Review of Player Piano Album by Memory Tapes

They'd probably be offended - or more likely remain completely totally non-plussed - but of all the fascinating acts to emerge from America in the last few years, surely the most influential right now has to be Animal Collective. After years lurking quite happily in obscure, non-conformist shallows, the Baltimore quartet's eighth album Merriweather Post Pavilion struck upon a dazzling formula that melded both their weird and their wonderful into an (Almost) everyman form, one which has eventually percolated further down towards the mainstream, as evidenced on releases like Player Piano.

Memory Tapes Player Piano Album

Memory Tapes is/are really Dayve Hawke, a New Jersey native who like all electronic artists worth his salt finds communication with the outside world - and more specifically people - something of a challenge, made even more difficult by the fact that he claims no doesn't even own a mobile phone. This social castration hasn't however stopped him from remixing the likes of The Yeah Yeah Yeahs and (Allegedly) Britney Spears, or releasing his debut album, 2009's Seek Magic, to overwhelmingly frothing hipster acclaim.

Hawke describes himself in youth as 'A real spaced-out kid - I used to walk around in circles and envision this world happening around me', which perhaps goes some way to explaining some of the more esoteric spaces on Player Piano. Yes I Know is peaky, bled out psychedelia, the wobbly choral undertones of Humming chases the darker ooze of Boards of Canada, whilst the organ heavy, alternative gospel overtones of Worries also straddles the line between art and entertainment. All of them smooth out the rougher leftfield edges of Caribou and yes, Animal Collective.

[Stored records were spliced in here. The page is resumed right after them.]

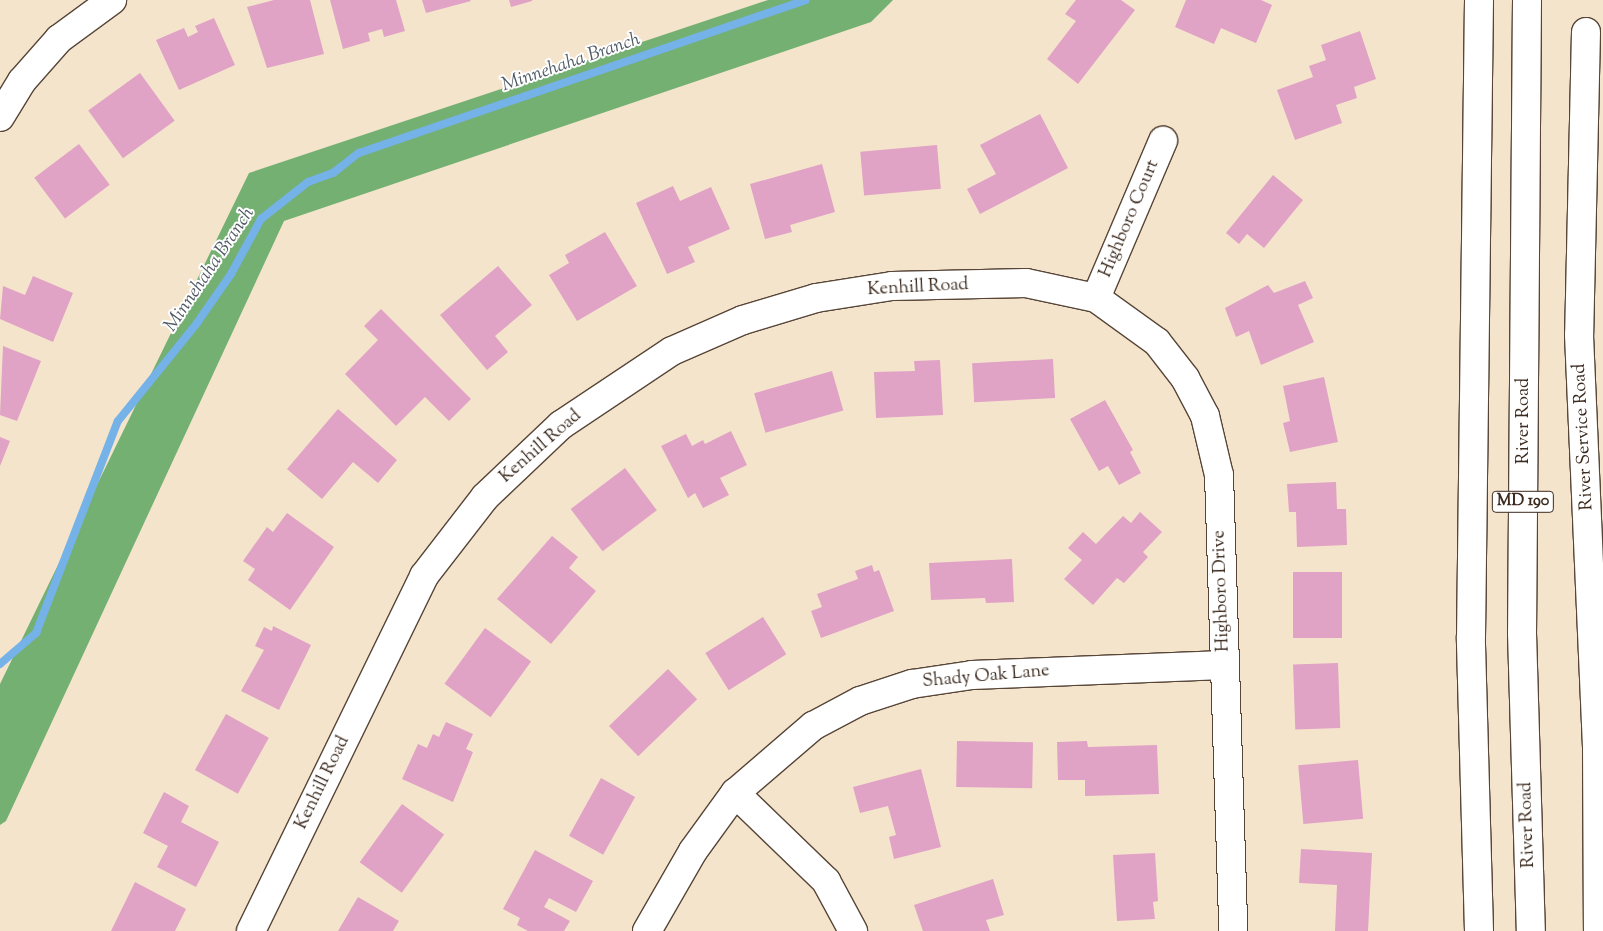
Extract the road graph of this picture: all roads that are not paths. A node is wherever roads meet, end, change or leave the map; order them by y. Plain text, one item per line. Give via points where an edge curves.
1 (112, 0) edge
2 (1470, 0) edge
3 (1479, 0) edge
4 (1527, 0) edge
5 (1586, 32) dead end
6 (1478, 105) junction
7 (0, 117) edge
8 (1163, 140) dead end
9 (1096, 298) junction
10 (1224, 665) junction
11 (1600, 749) edge
12 (735, 793) junction
13 (251, 931) edge
14 (647, 931) edge
15 (853, 931) edge
16 (1233, 931) edge
17 (1479, 931) edge
18 (1531, 931) edge
19 (1598, 931) edge

1 - 7 street via 59,39 22,80
2 - 6 street
3 - 6 street, MD 190
4 - 18 street, River Road / MD 190 via 1522,633
5 - 11 street, River Service Road via 1579,335
6 - 17 street, MD 190 via 1471,637
8 - 9 street, Highboro Court
9 - 10 street, Highboro Drive via 1157,342 1185,378 1205,416 1219,475
9 - 13 street, Kenhill Road via 1026,283 892,286 816,298 743,320 672,351 561,424 485,497 424,576
10 - 12 street, Shady Oak Lane via 972,674 912,684 860,701 813,726
10 - 16 street, Highboro Drive
11 - 19 street, River Service Road
12 - 14 street, Shady Oak Lane via 693,851
12 - 15 street via 826,881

The flipside is a writer unashamedly addicted to all aspects of pop, a fifty year vista taking in everyone from The Beach Boys to Yellow Magic Orchestra and delivering sublime thrills along the way, especially on the loveably weedy Owl City soundalike Offers and the riffing sixties jangle of the appropriately titled Sunhits. It's dance music Jim but not as we know it, with any accusations of Hawke attempting to ride the chillwave erm...wave being shunted aside by the muscular guitar solo of Today Is Our Life, whilst the quiet/loud contrasts provided by the two parts of Fell Thru Ice are dreamlike without being aimless.

There is a theory that what constitutes haute couture one year is in the shops the next, and if so what is regarded as musically avant garde simply becomes just a new form of expression a few tweets later. There is hope for us all if Davy Hawke continues to borrow from the outsiders to make music for the Top Shop of our mind.